[Stored entries]
# # # #

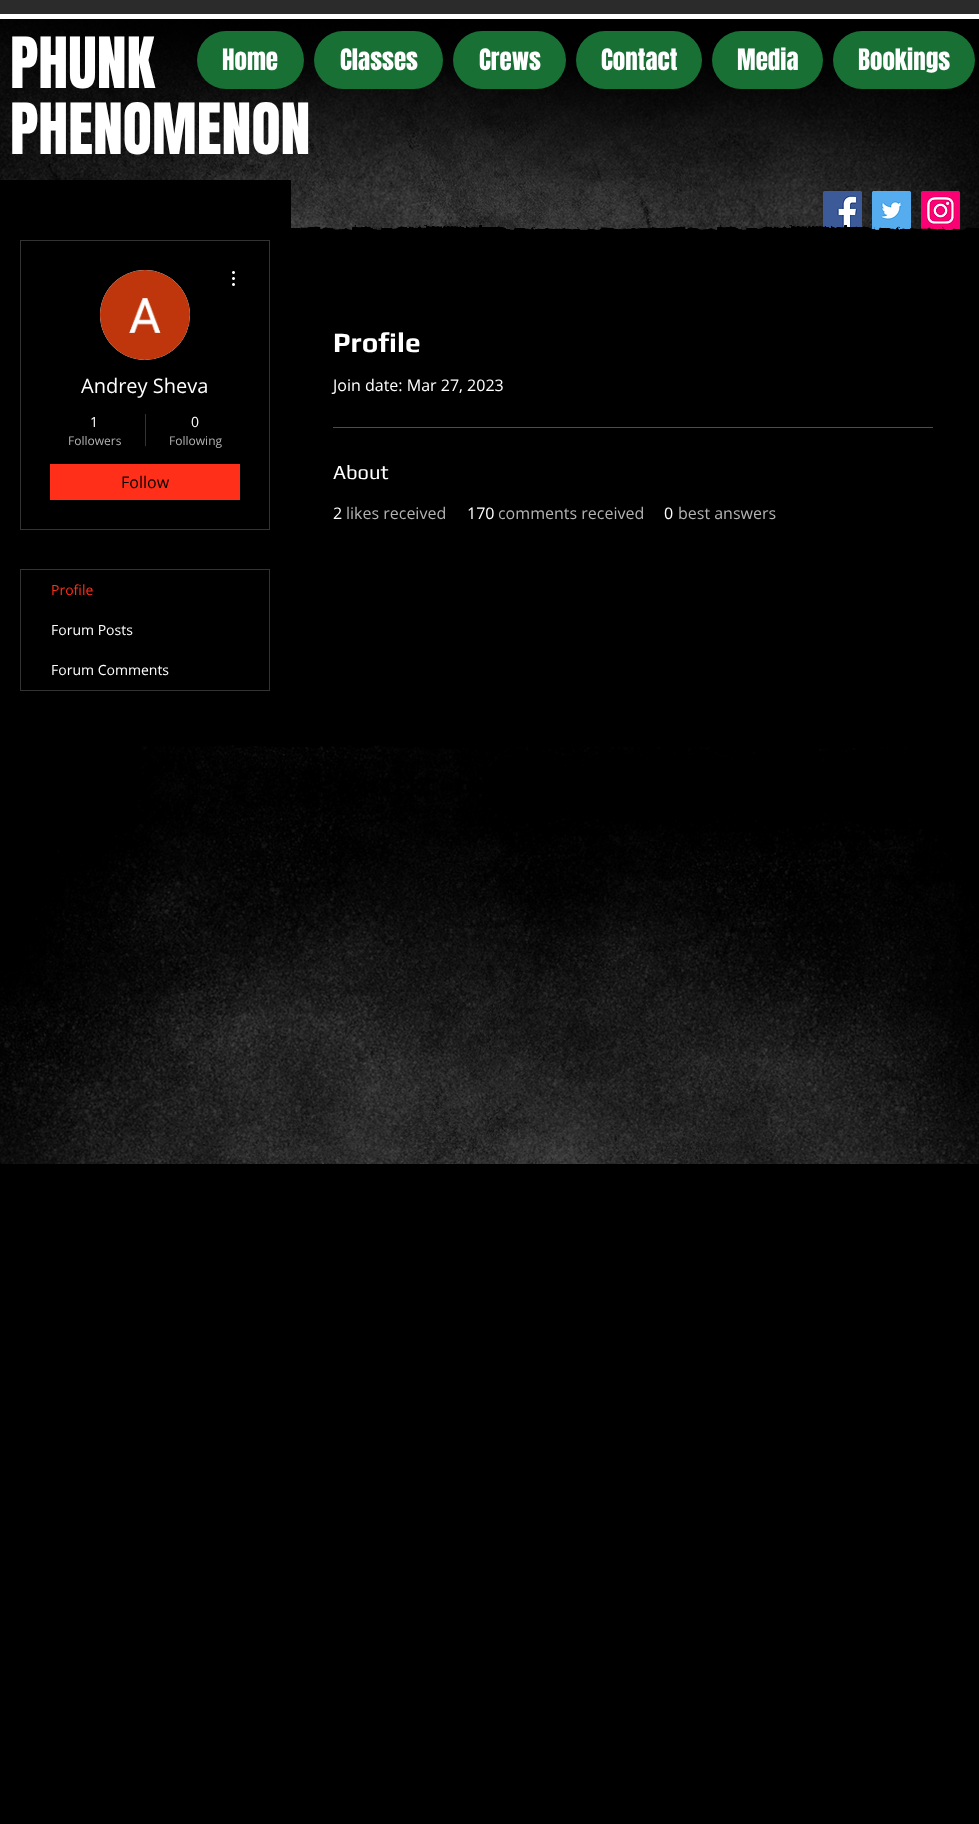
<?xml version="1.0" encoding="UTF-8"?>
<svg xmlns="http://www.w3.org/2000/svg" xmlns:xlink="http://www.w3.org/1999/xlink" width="979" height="1824">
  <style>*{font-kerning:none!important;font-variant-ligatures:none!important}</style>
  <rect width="100%" height="100%" fill="#000000" />
  <image x="0" y="19" width="979" height="1145" xlink:href="image1.png" />
  <rect width="979" height="14" fill="#2b2b2b" />
  <rect y="14" width="979" height="5" fill="#ffffff" />
  <rect x="197" y="31" width="107" height="58" rx="29" fill="#187035" />
  <rect x="314" y="31" width="129" height="58" rx="29" fill="#187035" />
  <rect x="453" y="31" width="113" height="58" rx="29" fill="#187035" />
  <rect x="576" y="31" width="126" height="58" rx="29" fill="#187035" />
  <rect x="712" y="31" width="111" height="58" rx="29" fill="#187035" />
  <rect x="833" y="31" width="142" height="58" rx="29" fill="#187035" />
  <image x="823" y="191" width="39" height="37" xlink:href="image2.png" />
  <image x="872" y="191" width="39" height="39" xlink:href="image3.png" />
  <image x="921" y="191" width="39" height="39" xlink:href="image4.png" />
  <rect y="180" width="291" height="562" fill="#000000" />
  <rect x="20.5" y="240.5" width="249" height="289" fill="none" stroke="#333333" />
  <circle cx="145" cy="315" r="45" fill="#d8d8d8" />
  <image x="100" y="270" width="90" height="90" xlink:href="image5.png" />
  <image x="232" y="271" width="3" height="15" xlink:href="image6.png" />
  <rect x="145" y="414" width="1" height="32" fill="#333333" />
  <rect x="50" y="464" width="190" height="36" fill="#ff2f19" />
  <rect x="20.5" y="569.5" width="249" height="121" fill="none" stroke="#333333" />
  <rect x="291" y="235" width="686" height="507" fill="#000000" />
  <image x="291" y="225" width="688" height="10" xlink:href="image7.png" />
  <image x="139" y="742" width="779" height="7" xlink:href="image8.png" />
  <rect x="977" y="235" width="2" height="357" fill="#000000" />
  <rect x="333" y="427" width="600" height="1" fill="#4d4d4d" />
  <text x="10" y="88" style="font-family: Anton; font-size: 60px; fill: #ffffff">PHUNK</text>
  <text x="10" y="154" style="font-family: Anton; font-size: 60px; fill: #ffffff">PHENOMENON</text>
  <text x="222" y="70" style="font-family: Anton; font-size: 25px; fill: #ffffff">Home</text>
  <text x="340" y="70" style="font-family: Anton; font-size: 25px; fill: #ffffff">Classes</text>
  <text x="479" y="70" style="font-family: Anton; font-size: 25px; fill: #ffffff">Crews</text>
  <text x="601" y="70" style="font-family: Anton; font-size: 25px; fill: #ffffff">Contact</text>
  <text x="737" y="70" style="font-family: Anton; font-size: 25px; fill: #ffffff">Media</text>
  <text x="858" y="70" style="font-family: Anton; font-size: 25px; fill: #ffffff">Bookings</text>
  <text x="81" y="393" style="font-family: Open Sans; font-size: 20px; fill: #ffffff">Andrey Sheva</text>
  <text x="90" y="427" style="font-family: Open Sans; font-size: 14px; fill: #ffffff">1</text>
  <text x="68" y="445" style="font-family: Open Sans; font-size: 12px; fill: #b3b3b3">Followers</text>
  <text x="191" y="427" style="font-family: Open Sans; font-size: 14px; fill: #ffffff">0</text>
  <text x="169" y="445" style="font-family: Open Sans; font-size: 12px; fill: #b3b3b3">Following</text>
  <text x="121" y="488" style="font-family: Open Sans; font-size: 16px; fill: #000000">Follow</text>
  <text x="51" y="595" style="font-family: Open Sans; font-size: 14px; fill: #ff2f19">Profile</text>
  <text x="51" y="635" style="font-family: Open Sans; font-size: 14px; fill: #ffffff">Forum Posts</text>
  <text x="51" y="675" style="font-family: Open Sans; font-size: 14px; fill: #ffffff">Forum Comments</text>
  <text x="333" y="352" style="font-family: Play; font-size: 28px; font-weight: bold; fill: #ffffff">Profile</text>
  <text x="333" y="391" style="font-family: Open Sans; font-size: 16px; fill: #ffffff">Join date: Mar 27, 2023</text>
  <text x="333" y="479" style="font-family: Play; font-size: 20px; fill: #ffffff">About</text>
  <text x="333" y="519" style="font-family: Open Sans; font-size: 16px; fill: #ffffff">2</text>
  <text x="346" y="519" style="font-family: Open Sans; font-size: 16px; fill: #b3b3b3">likes received</text>
  <text x="467" y="519" style="font-family: Open Sans; font-size: 16px; fill: #ffffff">170</text>
  <text x="498" y="519" style="font-family: Open Sans; font-size: 16px; fill: #b3b3b3">comments received</text>
  <text x="664" y="519" style="font-family: Open Sans; font-size: 16px; fill: #ffffff">0</text>
  <text x="678" y="519" style="font-family: Open Sans; font-size: 16px; fill: #b3b3b3">best answers</text>
</svg>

# # # #

### What you are asked to do
Show every line above in which the word "received" occurs.

### Task output
  <text x="346" y="519" style="font-family: Open Sans; font-size: 16px; fill: #b3b3b3">likes received</text>
  <text x="498" y="519" style="font-family: Open Sans; font-size: 16px; fill: #b3b3b3">comments received</text>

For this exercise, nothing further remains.